By March, Mark Carney was sworn in as prime minister, and Trudeau slipped quietly out the back door of political life. No farewell tour, no glossy legacy video narrated by Bono, not even a final “because it’s 2025” mic drop.

But here’s the curious part: he didn’t just leave office. He disappeared. No university appointments, no paid global speeches, no podcast called Sunny Ways. Just radio silence. For a man who spent 10 years mastering the art of being seen, Trudeau has suddenly become the political equivalent of a legacy app—still installed in memory, but no longer updated.

To be fair, maybe he needed a break. Ten years of coercive progressivism will wear anyone out. He managed to alienate Alberta, fracture Confederation and somehow make carbon taxes feel like a moral failing for heating your home in February. The entire second half of his time as prime minister often seemed less like governing and more like penance for previous optics.

He declared war on Alberta’s energy sector, promising to “phase out” oil and gas while subsidizing battery plants that mostly produced press releases. Meanwhile, Western Canada saw jobs dry up, investment flee and provincial governments scramble to survive a regulatory onslaught dressed up as climate justice.

Then there were the scandals: the ethics violations, the WE Charity affair, the Aga Khan vacation, SNC-Lavalin and the blackface photos that seemed to multiply every few years like reverse campaign ads. Through it all, Trudeau stayed oddly untouched. Critics called it Teflon. Supporters called it charm. Realists said it was just slick messaging and a subservient media.
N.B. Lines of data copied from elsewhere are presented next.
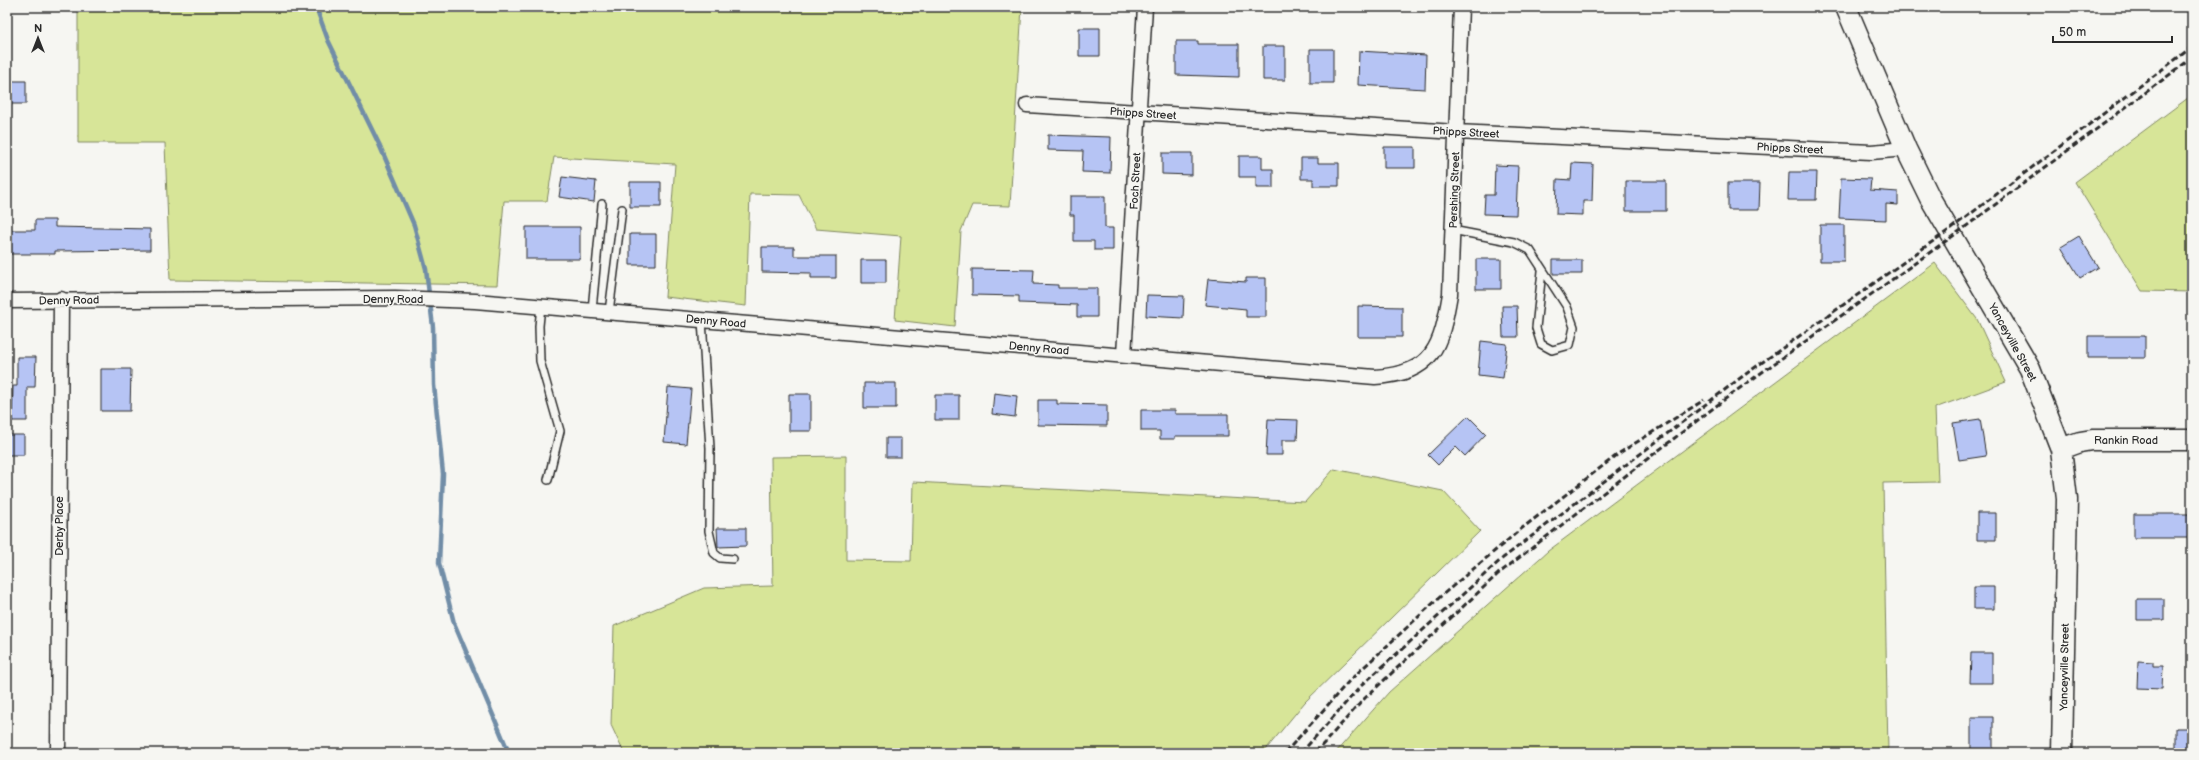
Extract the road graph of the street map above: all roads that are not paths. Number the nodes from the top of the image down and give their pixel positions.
1 (1145, 7) edge
2 (1461, 7) edge
3 (1846, 7) edge
4 (1027, 106) dead end
5 (1139, 113) junction
6 (1456, 132) junction
7 (1906, 149) junction
8 (602, 204) dead end
9 (622, 209) dead end
10 (1452, 230) junction
11 (1542, 271) junction
12 (61, 299) junction
13 (7, 301) edge
14 (541, 306) junction
15 (592, 310) junction
16 (609, 312) junction
17 (702, 320) junction
18 (1124, 355) junction
19 (1422, 366) joint
20 (2192, 440) edge
21 (2061, 449) junction
22 (548, 480) dead end
23 (733, 559) dead end
24 (58, 753) edge
25 (2062, 753) edge

1 - 5 street, Foch Street
2 - 6 street, Pershing Street
3 - 7 main road, Yanceyville Street
4 - 5 street, Phipps Street
5 - 6 street, Phipps Street
5 - 18 street, Foch Street
6 - 7 street, Phipps Street
6 - 10 street, Pershing Street
7 - 21 main road, Yanceyville Street
8 - 15 lane
9 - 16 lane
10 - 11 lane
10 - 19 street, Pershing Street
11 - 11 lane
12 - 13 street, Denny Road
12 - 14 street, Denny Road
12 - 24 street, Derby Place
14 - 15 street, Denny Road
14 - 22 lane
15 - 16 street, Denny Road
16 - 17 street, Denny Road
17 - 18 street, Denny Road
17 - 23 lane
18 - 19 street, Denny Road
20 - 21 main road, Rankin Road
21 - 25 main road, Yanceyville Street

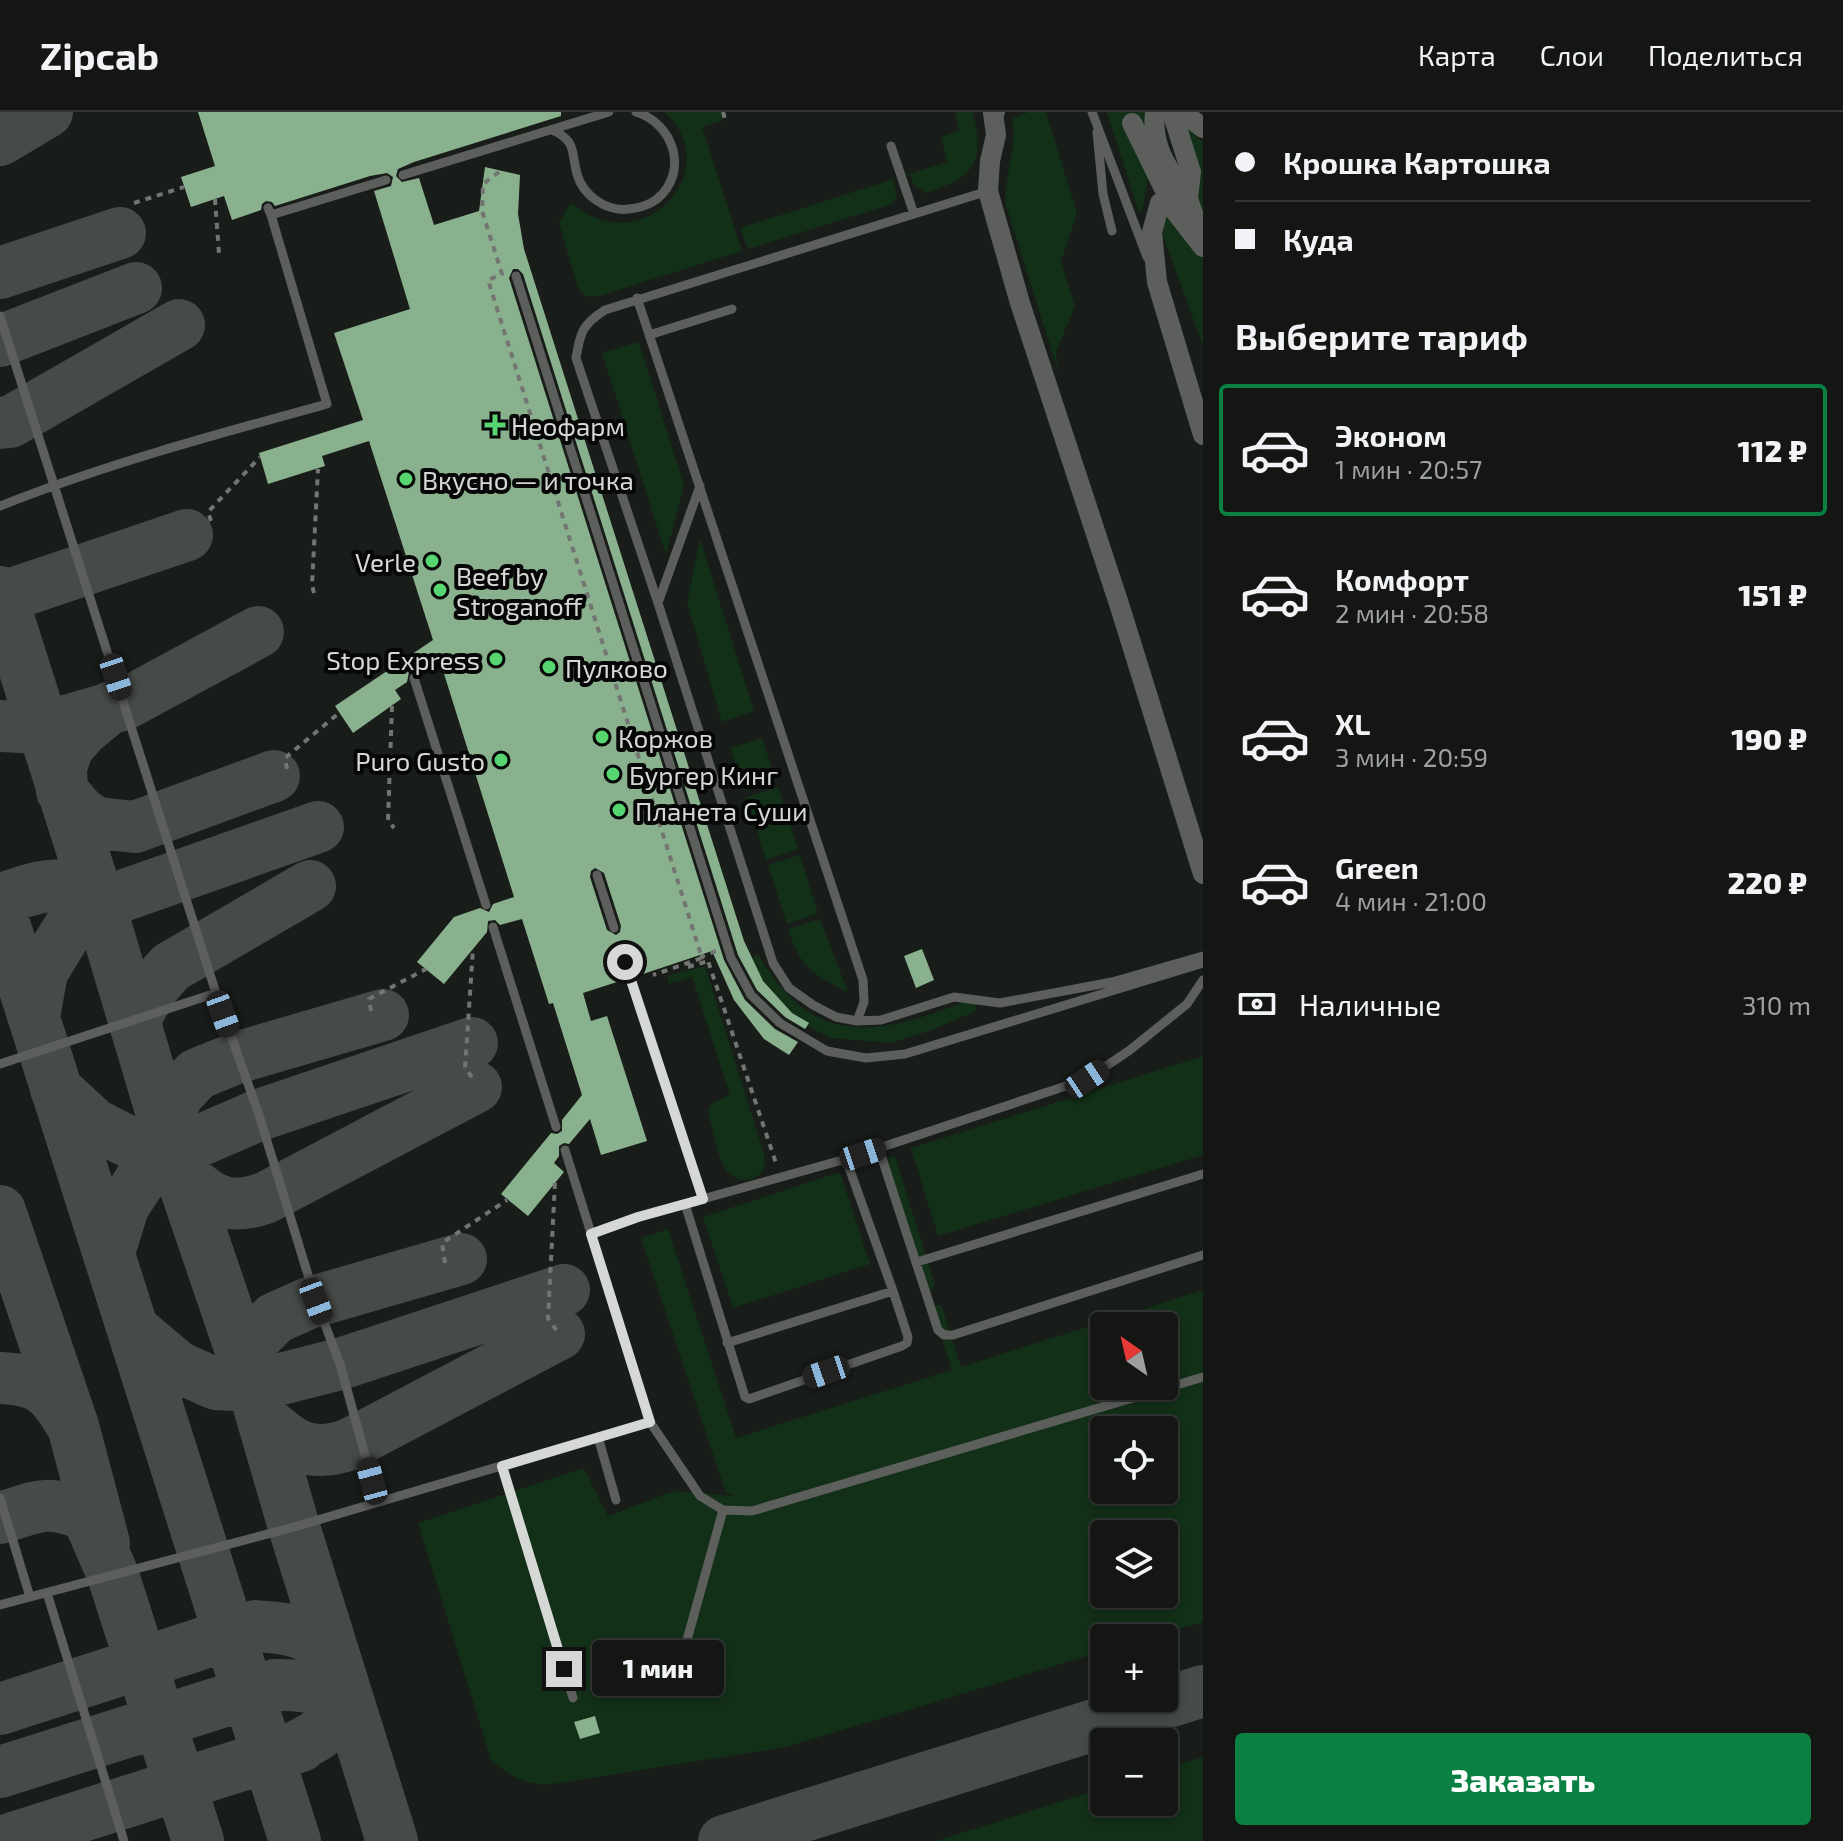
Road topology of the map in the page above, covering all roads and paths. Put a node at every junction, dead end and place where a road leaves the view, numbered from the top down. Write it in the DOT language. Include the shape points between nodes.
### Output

But perhaps the most lasting legacy of Trudeau’s time in office isn’t a policy or a scandal. It’s the national mood. Ten years of division, top-down lecturing and a government that seemed more interested in feelings than fundamentals left many Canadians weary. For all the talk of sunny ways, the cloud cover never really lifted.

The federal government increasingly prioritized identity over competence, embedding DEI frameworks into everything from hiring to infrastructure policy. Gender ideology became a litmus test for inclusion, and dissent—even reasonable debate—was often framed as hate. It wasn’t just governance by virtue signal—it was governance by checkbox.

Even his signature achievements—legalizing cannabis, gender-balanced cabinets and the carbon pricing regime—ended in either fatigue or backlash. The carbon tax, in particular, has outlived him in the most punishing way. While Trudeau exited stage left, Canadians are still left paying for his green ambitions.

As for what’s next? No one really knows. Rumours swirl that he’s working on a memoir—title options include Because It Was There, The Gender Budget Diaries or How I Learned to Stop Worrying and Love the Lobbyists. But for the most part, Trudeau has gone dark.

Which raises the question: how does a man who built a political brand on presence so thoroughly erase himself? Is it intentional? A strategic retreat before a staged return? Or has he realized, like many former world leaders before him, that the limelight burns hotter when the legacy dims?

Either way, it’s telling that Canadians aren’t asking for more. There’s no public clamour for his return, no movement to rescue his vision. In fact, there’s just relief.

Justin Trudeau came to office promising hope and change. He left offering neither. He aimed to reshape Canada and, in some ways, he did: he redefined the role of image in politics, elevated identity as governing principle and proved that good hair and bad ideas can still win elections—for a while.

Whatever happened to Justin Trudeau? He disappeared. But the effects of his policies didn’t. And for many Canadians, that’s the part that still stings.